## Work required
Copy every line that holds the string "thumb" from the data below.

People photos with keypoints:
++++++

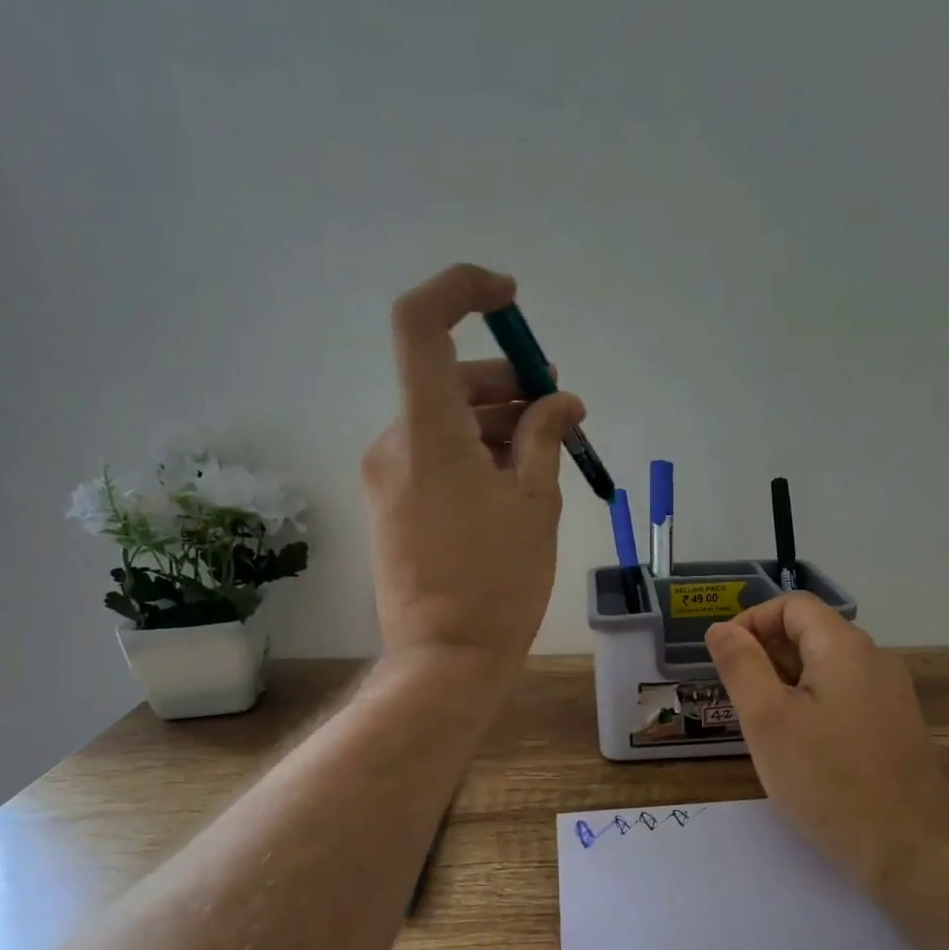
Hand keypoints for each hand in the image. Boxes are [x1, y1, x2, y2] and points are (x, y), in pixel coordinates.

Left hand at [363, 264, 584, 675]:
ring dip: (496, 421)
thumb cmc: (499, 581)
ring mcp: (387, 476)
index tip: (510, 300)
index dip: (462, 291)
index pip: (420, 324)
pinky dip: (474, 452)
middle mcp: (394, 441)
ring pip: (443, 420)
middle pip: (446, 378)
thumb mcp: (535, 502)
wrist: (446, 658)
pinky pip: (434, 455)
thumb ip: (545, 437)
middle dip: (507, 382)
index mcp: (427, 431)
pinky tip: (514, 480)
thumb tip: (561, 402)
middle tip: (558, 405)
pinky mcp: (391, 505)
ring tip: (547, 449)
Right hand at [705, 594, 948, 887]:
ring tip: (762, 726)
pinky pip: (844, 695)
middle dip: (765, 655)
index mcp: (845, 647)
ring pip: (825, 667)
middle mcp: (874, 659)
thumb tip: (721, 628)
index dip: (751, 622)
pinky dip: (811, 704)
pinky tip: (798, 746)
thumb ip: (741, 665)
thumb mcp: (767, 720)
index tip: (725, 661)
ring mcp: (890, 694)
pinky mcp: (894, 726)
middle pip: (811, 633)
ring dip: (785, 682)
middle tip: (738, 700)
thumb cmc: (828, 780)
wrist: (908, 849)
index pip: (792, 605)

++++++

## Result
thumb cmc: (499, 581)
thumb mcp: (535, 502)
thumb ip: (545, 437)
thumb tip: (561, 402)
thumb tip: (721, 628)
thumb ip: (741, 665)
thumb mcp: (767, 720)
thumb cmc: (828, 780)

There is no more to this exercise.